Signs when school starts, your child could have delayed sleep phase syndrome – DSPS.

“You can get the body up but the mind isn’t awake and it’s not alert,” says sleep specialist Dr. Robert Bundy.

That’s due to the internal sleep clock shifting, delayed by at least two hours.

He says, “As these individuals evolve, they start to go to bed, later and later and later but they also sleep later into the morning.”

Dr. Bundy is the Medical Director of the Center for Sleep Medicine at Windham Hospital.

He says it’s not clear what causes DSPS, but he frequently hears this from parents with so called night owls, “Oh my son or daughter, they just can’t fall asleep. And they can’t get up in the morning. And they’re tired all day but then at night they are much more awake and alert, and what’s wrong?”

Dr. Bundy says a laxed sleep/wake pattern when school is out makes things worse, “If you went from one that you normally go to sleep at 10:00 pm and in the summer months you went to sleep at 12:00 am, not too bad. That’s two hours. You can struggle and do it. But if you went to bed at 10 and you’re going to bed at 2:00 to 3:00 am, that magnifies the difficulty by which you have to get back to a normal sleep/wake pattern.”

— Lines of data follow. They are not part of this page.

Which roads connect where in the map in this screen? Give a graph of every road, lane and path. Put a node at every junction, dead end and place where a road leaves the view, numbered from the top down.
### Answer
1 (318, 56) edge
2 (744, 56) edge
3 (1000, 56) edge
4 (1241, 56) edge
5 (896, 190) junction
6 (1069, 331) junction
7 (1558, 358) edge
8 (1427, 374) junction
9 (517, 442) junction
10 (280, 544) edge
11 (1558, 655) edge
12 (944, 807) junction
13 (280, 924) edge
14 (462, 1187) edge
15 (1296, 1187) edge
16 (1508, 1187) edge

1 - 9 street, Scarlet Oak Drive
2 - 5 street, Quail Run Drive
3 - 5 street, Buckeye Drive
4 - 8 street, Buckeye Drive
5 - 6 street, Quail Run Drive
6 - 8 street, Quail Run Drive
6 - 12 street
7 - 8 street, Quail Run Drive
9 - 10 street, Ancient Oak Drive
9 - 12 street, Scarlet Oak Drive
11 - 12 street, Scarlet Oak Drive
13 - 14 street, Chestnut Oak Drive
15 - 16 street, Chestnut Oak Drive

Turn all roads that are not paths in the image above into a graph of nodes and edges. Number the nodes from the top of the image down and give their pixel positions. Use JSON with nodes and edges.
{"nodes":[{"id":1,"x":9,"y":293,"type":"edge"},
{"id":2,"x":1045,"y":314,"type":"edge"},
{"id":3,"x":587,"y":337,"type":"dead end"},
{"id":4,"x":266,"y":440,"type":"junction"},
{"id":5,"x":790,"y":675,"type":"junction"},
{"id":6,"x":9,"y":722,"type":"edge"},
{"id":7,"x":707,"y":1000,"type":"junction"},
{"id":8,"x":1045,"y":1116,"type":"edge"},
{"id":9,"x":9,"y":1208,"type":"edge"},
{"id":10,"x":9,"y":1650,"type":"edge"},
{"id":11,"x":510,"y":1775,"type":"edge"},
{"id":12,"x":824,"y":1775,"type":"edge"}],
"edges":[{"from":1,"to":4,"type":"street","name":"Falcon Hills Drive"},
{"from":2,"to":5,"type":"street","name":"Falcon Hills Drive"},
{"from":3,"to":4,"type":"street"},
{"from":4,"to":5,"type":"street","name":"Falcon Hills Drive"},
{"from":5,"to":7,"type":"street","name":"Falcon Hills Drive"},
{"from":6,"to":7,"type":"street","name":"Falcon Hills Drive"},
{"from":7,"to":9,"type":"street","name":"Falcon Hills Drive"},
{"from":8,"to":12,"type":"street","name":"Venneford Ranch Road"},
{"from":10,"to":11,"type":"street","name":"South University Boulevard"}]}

Teens and adolescents he says are generally more at risk for DSPS, “There’s a level of maturity right? We’re talking here as adults trying to figure out what the best approach is because we’re concerned and we want to do it, whereas when you’re younger, you’re vulnerable. I can do this. And I’ll be okay.”

So, what can be done for treatment?

He answers, “There is no pill. There’s no quick fix.”

Dr. Bundy prescribes two potential solutions.

“You can either gradually back your clock back so that you’re getting up 15 to 30 minutes earlier every one to two weeks or 10 days. The other way is you could go on the opposite direction. You stay up around the clock and then you get on the time you should be doing it and then you have to adhere to it.”

Sticking to it he says does the body good, “You try to get back to the purest of sleep behavior principles and by doing that and wanting to do it, you really, typically succeed.”

Dr. Bundy says bright light therapy can also help as well as the supplement: melatonin.

The best thing a parent can do is try to keep a child on a normal sleep pattern as much as possible throughout the year.